Stanford scientists' computer models help predict tsunami risk
Stanford scientists are using complex computational models to solve the puzzle of the devastating tsunami that struck Japan earlier this year and predict where future tsunamis might occur.
Scientists were surprised by the size and destructive force of the tsunami that followed the March 2010 earthquake off the coast of Japan.
When a magnitude 9.0 earthquake struck off the coast of Japan in March, it triggered a tsunami that killed more than 20,000 people and destroyed entire cities. It was the largest earthquake ever recorded in Japan, and the scale of the disaster stunned even geophysicists who specialize in earthquake science.
"In this earthquake it was really surprising that we got such a large seafloor uplift and such a large tsunami," said Eric Dunham, assistant professor of geophysics.
"Before this earthquake, before we had these detailed measurements, it was thought that this upper part of the fault would not slip in one of these large earthquakes.
"The extreme amounts of slip in the upper part of the fault led to a large amount of uplift in the seafloor, and then that uplifted the column of water that sloshed back down and created this large tsunami."
Measurements from the quake zone show that the fault slipped about 20 meters, and the seafloor lifted up about 7 meters.
"This is essentially a third of a football field the plate was displaced horizontally, and the seafloor lifted up about the height of a two-story building," said Jeremy Kozdon, a postdoctoral research fellow who has been working with Dunham to create computational models to pinpoint the cause of the devastating tsunami.
"It was expected that there would be large earthquakes in this region, but it wasn't expected that there would be a magnitude 9.0. And it wasn't expected that there would be a large tsunami, or at least a tsunami of this size."
The undersea mega-thrust earthquake happened off Japan's northeast coast in an area known as a subduction zone, where the Pacific Plate plunges beneath the Japanese islands.
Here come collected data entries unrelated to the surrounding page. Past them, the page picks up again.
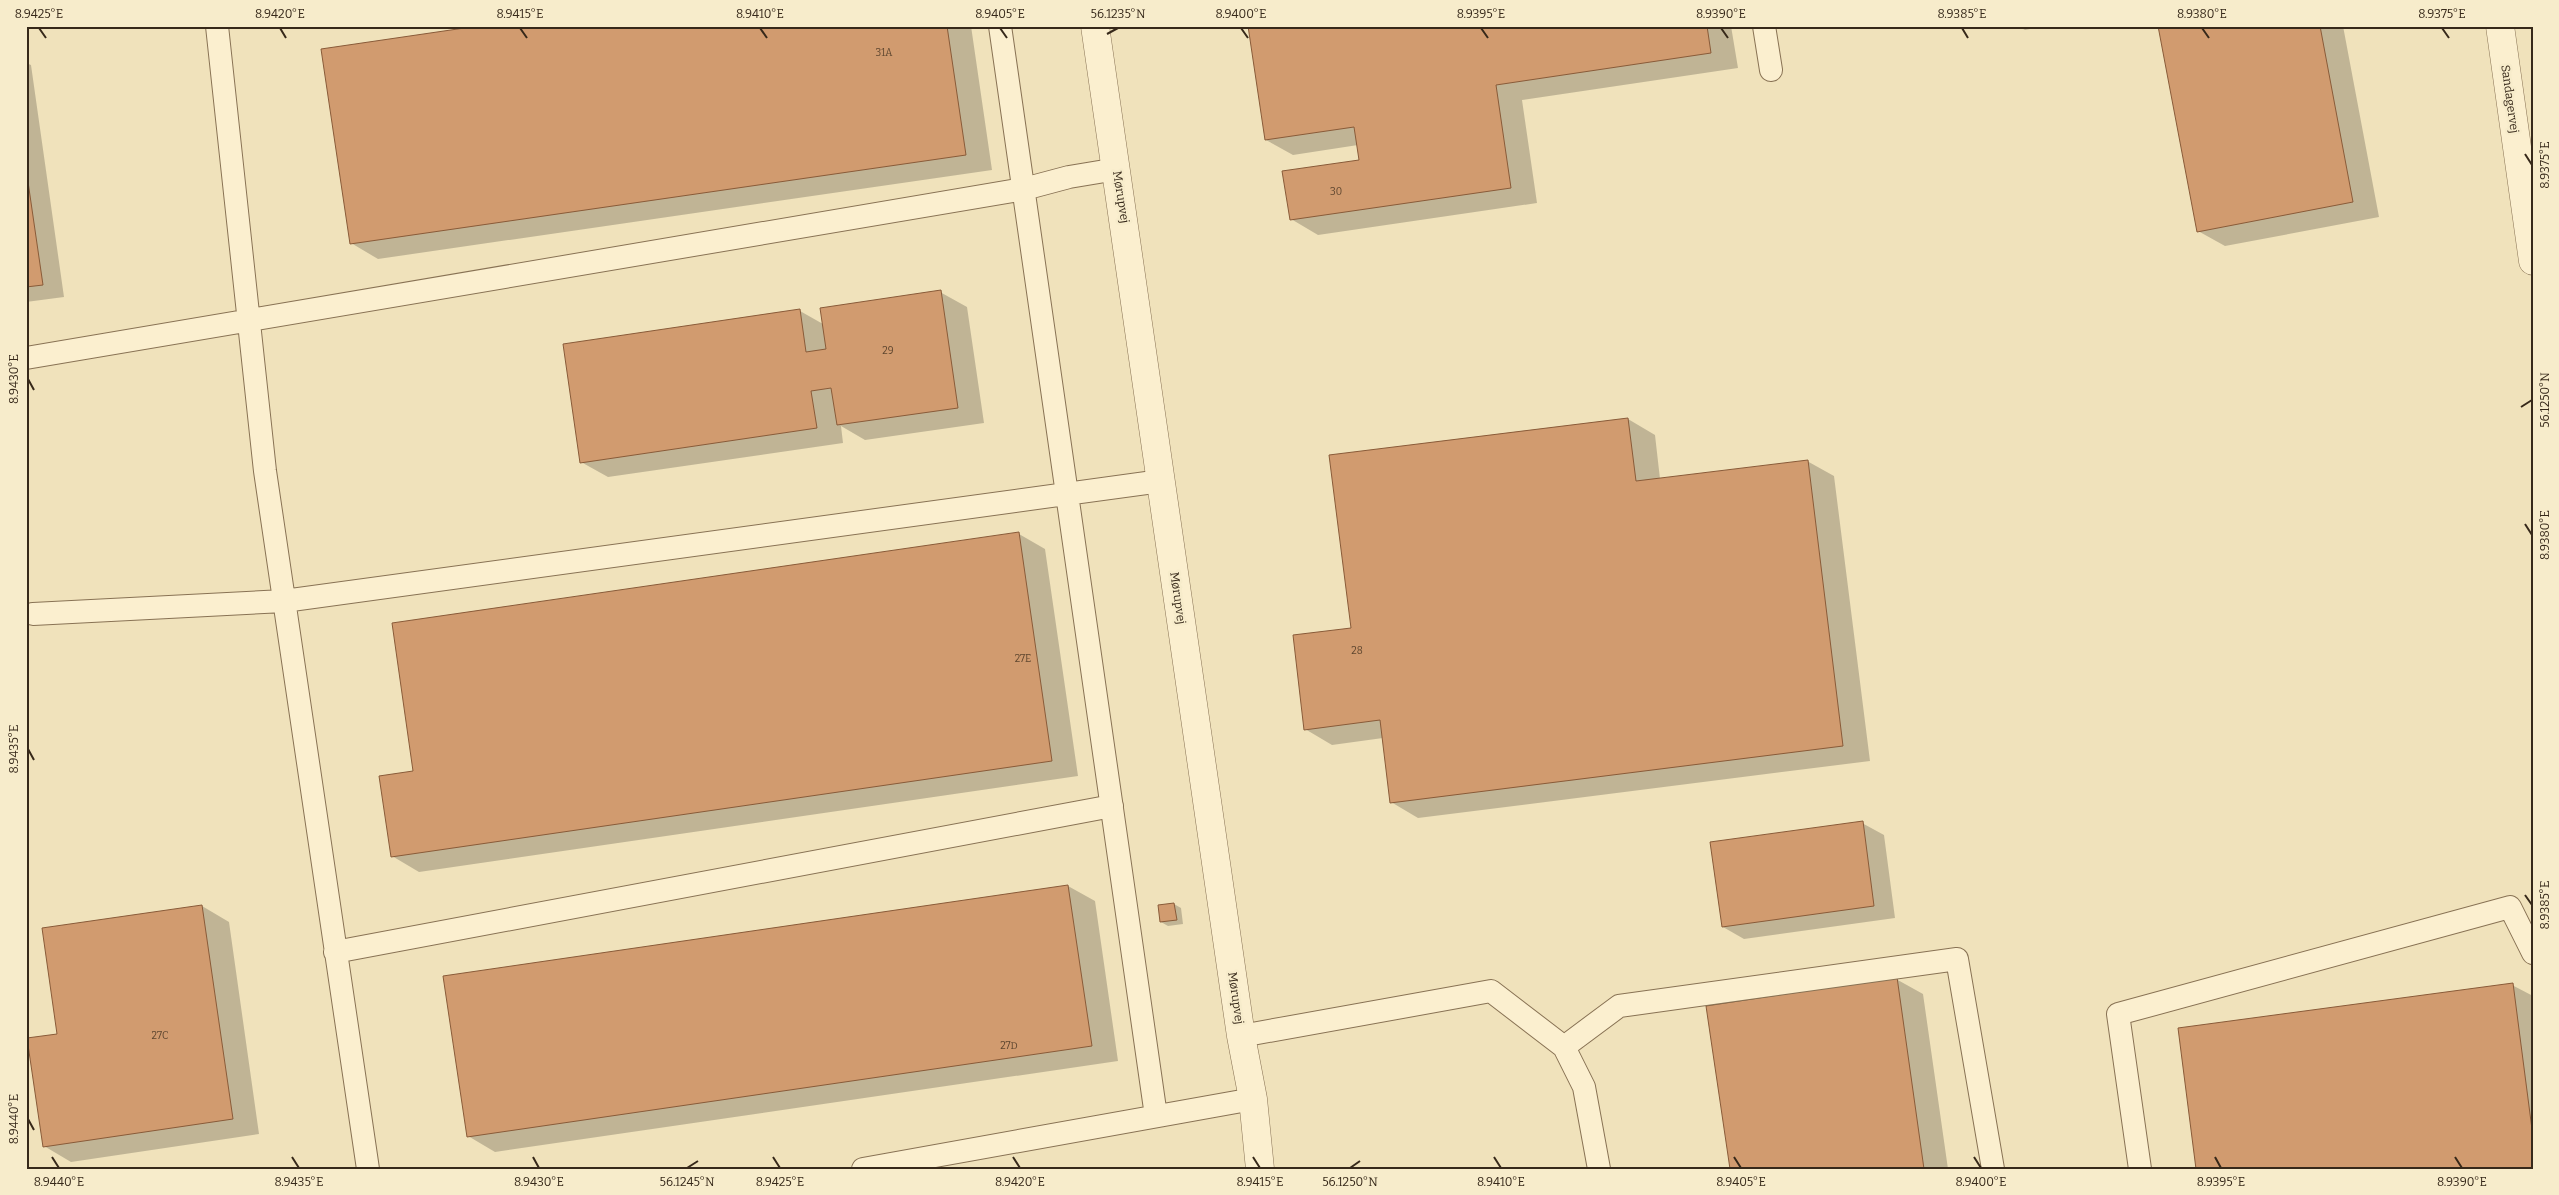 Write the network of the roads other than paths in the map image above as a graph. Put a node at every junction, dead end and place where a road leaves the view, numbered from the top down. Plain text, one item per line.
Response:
1 (217, 26) edge
2 (1000, 26) edge
3 (1095, 26) edge
4 (1764, 26) edge
5 (2500, 26) edge
6 (1771, 70) dead end
7 (1117, 169) junction
8 (1024, 189) junction
9 (2533, 261) edge
10 (248, 319) junction
11 (26, 358) edge
12 (1161, 481) junction
13 (1066, 496) junction
14 (284, 601) junction
15 (33, 614) dead end
16 (1112, 806) junction
17 (335, 952) junction
18 (2533, 953) edge
19 (1241, 1036) junction
20 (1564, 1047) junction
21 (1253, 1099) junction
22 (1156, 1116) junction
23 (368, 1169) edge
24 (863, 1169) edge
25 (1260, 1169) edge
26 (1599, 1169) edge
27 (1993, 1169) edge
28 (2140, 1169) edge

1 - 10 lane
2 - 8 lane
3 - 7 street, Mørupvej
4 - 6 lane
5 - 9 street, Sandagervej
7 - 8 lane
7 - 12 street, Mørupvej
8 - 10 lane
8 - 13 lane
10 - 11 lane
10 - 14 lane
12 - 13 lane
12 - 19 street, Mørupvej
13 - 14 lane
13 - 16 lane
14 - 15 lane
14 - 17 lane
16 - 17 lane
16 - 22 lane
17 - 23 lane
18 - 28 lane
19 - 20 lane
19 - 21 street, Mørupvej
20 - 26 lane
20 - 27 lane
21 - 22 lane
21 - 25 street, Mørupvej
22 - 24 lane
The physics-driven computer models suggest that the large seafloor uplift and resulting tsunami were caused when seismic waves from the initial earthquake bounced back down from the seafloor above and caused the plates to slip more than had previously been expected.
"Our models show that as the rupture propagates up the fault, waves reflect off the seafloor [and] come back down to the fault," said Dunham.
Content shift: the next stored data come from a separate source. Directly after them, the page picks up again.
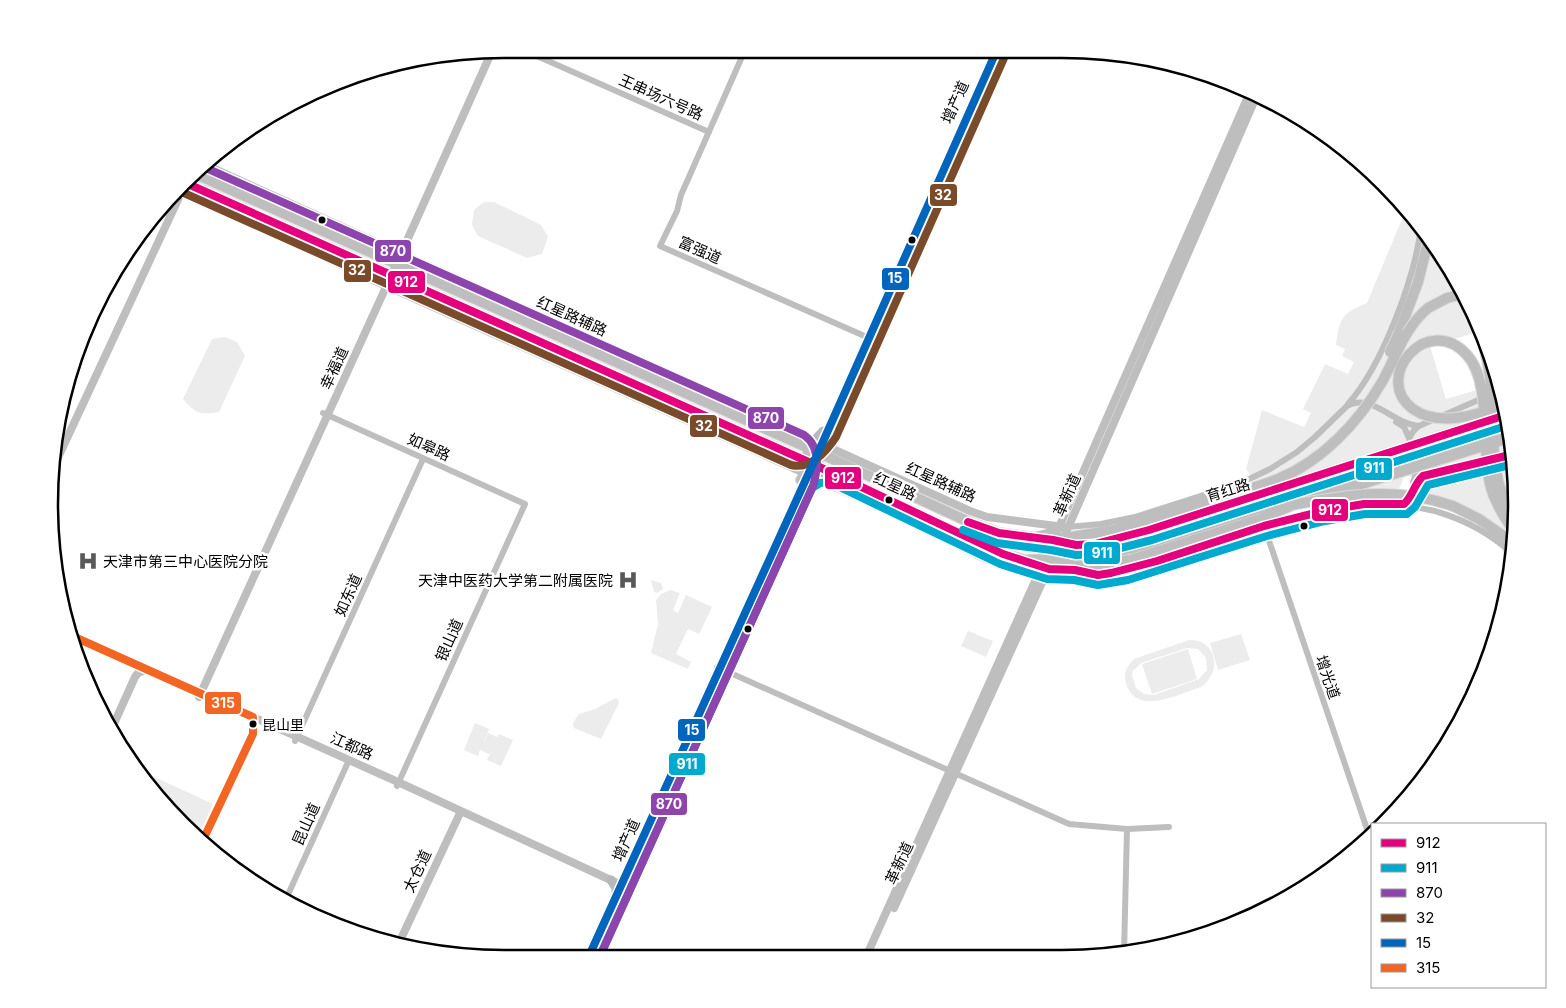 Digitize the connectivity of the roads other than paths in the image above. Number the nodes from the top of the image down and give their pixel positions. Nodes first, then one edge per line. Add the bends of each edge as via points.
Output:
1 (483, 58) edge
2 (489, 58) edge
3 (541, 58) edge
4 (741, 58) edge
5 (989, 58) edge
6 (993, 58) edge
7 (1247, 98) edge
8 (1254, 102) edge
9 (709, 132) junction
10 (211, 167) edge
11 (201, 176) edge
12 (191, 185) edge
13 (184, 192) edge
14 (177, 201) edge
15 (167, 212) edge
16 (1419, 237) edge
17 (1427, 247) edge
18 (399, 253) junction
19 (394, 264) junction
20 (386, 280) junction
21 (1456, 295) edge
22 (867, 338) junction
23 (1491, 381) edge
24 (1362, 388) junction
25 (1494, 393) edge
26 (1364, 403) junction
27 (1347, 406) junction
28 (1498, 408) edge
29 (1484, 412) edge
30 (1484, 412) edge
31 (1484, 412) edge
32 (1484, 412) edge
33 (325, 414) junction
34 (1500, 417) edge
35 (1419, 426) junction
36 (1502, 429) edge
37 (825, 431) joint
38 (1408, 438) junction
39 (62, 439) edge
40 (1504, 439) edge
41 (60, 452) edge
42 (795, 456) junction
43 (1506, 456) edge
44 (424, 459) junction
45 (811, 462) junction
46 (1416, 471) junction
47 (1425, 475) junction
48 (1259, 484) junction
49 (525, 504) joint
50 (1408, 504) junction
51 (1291, 505) junction
52 (1508, 507) edge
53 (1508, 521) edge
54 (1148, 526) junction
55 (1264, 526) junction
56 (1060, 534) junction
57 (1507, 538) edge
58 (1506, 549) edge
59 (1047, 564) junction
60 (78, 639) edge
61 (80, 643) edge
62 (718, 668) junction
63 (140, 669) junction
64 (200, 691) junction
65 (254, 719) junction
66 (115, 722) edge
67 (266, 728) junction
68 (253, 734) junction
69 (296, 739) junction
70 (348, 762) junction
71 (953, 773) junction
72 (397, 784) junction
73 (460, 813) junction
74 (1169, 827) dead end
75 (1127, 829) junction
76 (1367, 830) edge
77 (205, 836) edge
78 (616, 885) junction
79 (288, 895) edge
80 (613, 900) junction
81 (401, 938) edge
82 (1124, 946) edge
83 (589, 950) edge
84 (592, 950) edge
85 (869, 950) edge
86 (874, 950) edge

1 - 18 street, 幸福道
2 - 18 street, 幸福道
3 - 9 street, 王串场六号路
4 - 9 street, 富强道
5 - 22 main road, 增产道
6 - 22 main road, 增产道
7 - 56 street, 革新道
8 - 56 street, 革新道
9 - 22 street, 富强道 via 660,246
10 - 18 street, 红星路辅路
11 - 19 main road, 红星路
12 - 20 main road
13 - 20 street, 红星路辅路
14 - 41 street
15 - 39 street
16 - 24 street, 育红路 via 1414,265 1388,337
17 - 48 main road, bridge via 1399,333 1368,395 1353,415 1317,448
18 - 19 street, 幸福道
18 - 45 street, 红星路辅路
19 - 20 street, 幸福道
19 - 45 main road, 红星路 via 800,444
20 - 33 street, 幸福道
20 - 42 main road
20 - 45 street, 红星路辅路
21 - 48 main road, bridge via 1421,314 1376,393 1336,440 1296,470
22 - 37 main road, 增产道
23 - 52 main road, bridge via 1498,481
24 - 26 street
24 - 27 street, 育红路
25 - 35 street
26 - 27 street
26 - 35 street via 1404,423
26 - 38 street via 1401,425
27 - 56 street, 育红路 via 1306,445 1241,483 1135,517
28 - 29 main road, bridge
30 - 31 main road, bridge via 1440,418 1411,408 1399,384 1400,369 1410,352 1421,344 1436,340 1456,346 1472,360 1478,374
32 - 53 main road, bridge via 1490,483
33 - 44 street, 如皋路
33 - 64 street, 幸福道
34 - 54 main road, 育红路, bridge
35 - 38 street
36 - 59 main road, 育红路, bridge via 1123,551
37 - 45 main road
38 - 46 street
40 - 51 main road, bridge
42 - 45 main road
42 - 45 main road via 801,464
43 - 47 street
44 - 49 street, 如皋路
44 - 69 street, 如东道
45 - 56 street, 红星路辅路 via 978,514
45 - 56 main road, 红星路 via 836,461 999,533 1027,537
45 - 59 main road, 红星路 via 996,551
45 - 59 street, 红星路辅路 via 918,525 985,559 1027,570
45 - 62 main road, 增产道
46 - 47 street
46 - 50 street via 1407,497
47 - 50 street via 1418,480
48 - 54 main road, bridge
49 - 72 street, 银山道
50 - 55 street via 1338,507
50 - 58 street via 1455,518
51 - 57 main road, bridge via 1368,493 1410,495 1462,510
51 - 59 main road via 1260,519 1130,560 1080,567 1067,563
54 - 56 main road, 育红路 via 1085,545
55 - 59 street via 1111,573 1098,575
55 - 76 street, 增光道
56 - 59 street, 革新道
59 - 71 street, 革新道
60 - 63 street, 江都路
61 - 63 street, 江都路
62 - 71 street
62 - 78 main road, 增产道
63 - 64 street, 江都路
63 - 66 street
64 - 65 street, 江都路 via 208,699
65 - 67 street, 江都路
65 - 68 street
65 - 69 street, 江都路
67 - 68 street
67 - 69 street, 江都路
68 - 77 street
69 - 70 street, 江都路
70 - 72 street, 江都路
70 - 79 street, 昆山道
71 - 75 street via 1069,824
71 - 85 street, 革新道
71 - 86 street, 革新道
72 - 73 street, 江都路
73 - 78 street, 江都路
73 - 81 street, 太仓道
74 - 75 street
75 - 82 street
78 - 80 main road, 增产道
80 - 83 main road, 增产道
80 - 84 main road, 增产道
"They serve to unclamp the fault, release the pressure that's acting on it and allow it to slip."
The complex computations are run on high-performance parallel computers at Stanford and in Texas.
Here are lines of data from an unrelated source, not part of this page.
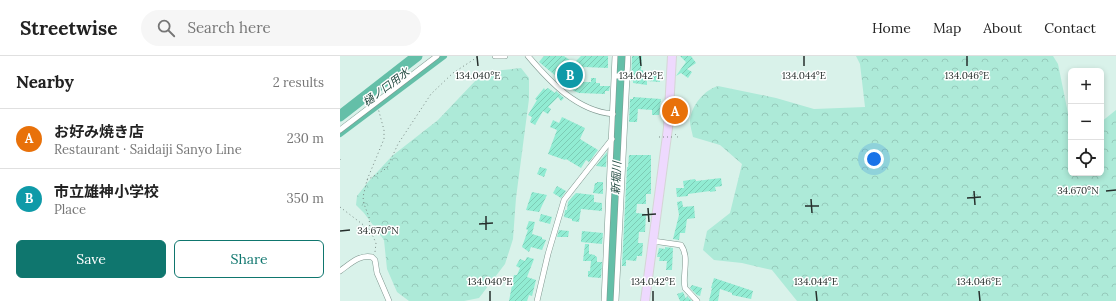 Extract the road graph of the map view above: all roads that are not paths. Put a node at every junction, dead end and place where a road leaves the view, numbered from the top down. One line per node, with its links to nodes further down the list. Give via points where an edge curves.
1 (495, 56): 2 (street)
2 (505, 56)
3 (528, 56): 10 (street, via 550,82 562,91 588,108)
4 (615, 56): 8 (street)
5 (628, 56): 9 (street)
6 (672, 56): 13 (main road, via 668,128)
7 (434, 57): 11 (street)
8 (616, 76): 9 (street); 10 (street)
9 (626, 76): 15 (street)
10 (613, 114): 12 (street)
11 (340, 130)
12 (612, 139): 14 (street); 18 (street, via 564,200)
13 (653, 241): 21 (main road); 22 (street, via 681,245 684,249 684,284)
14 (608, 260): 15 (street); 19 (street)
15 (617, 260): 20 (street)
16 (340, 271): 17 (street, via 358,259 372,257)
17 (389, 301)
18 (537, 301)
19 (604, 301)
20 (616, 301)
21 (645, 301)
22 (697, 301)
"To give you a sense of the computational scale of these problems, they take about 30 to 60 hours on a thousand processors," said Kozdon.
"If we were to run this on a single machine, it would take about eight years to do these simulations, whereas we can do them in a day or two."
Dunham and Kozdon wrote specialized computer code, which allows their models to incorporate the changing speed of seismic waves as they travel through different types of rock.
"One of the unique capabilities of our research group is that our code that we've created – and the method that we've developed – is capable of handling these really complex geometries," said Kozdon.
"Waves propagate in these different types of rock and they interact with each other, and that creates really complex wave fields."
The scientists hope these computer models will help to predict where future tsunamis might occur.
"What we found in our simulations, in certain cases, the rupture will actually stop short of the sea floor and that will lead to a smaller tsunami.
"In other cases we've been able to identify the conditions where the rupture can propagate all the way up to the seafloor, cause a large seafloor uplift and cause a large tsunami."
Several tsunami hazard regions are in the United States, including the Cascadia subduction zone off the coast of Washington state. Kozdon said computer simulations like the one they performed on the Tohoku-Oki earthquake in Japan could help assess the tsunami risk associated with those faults.
"We need to be able to do simulations that have as much physics as possible, to really be able to quantify the hazards associated with these earthquakes," said Kozdon.
"We can begin to study these really complex earthquakes in these really complex regions of the world."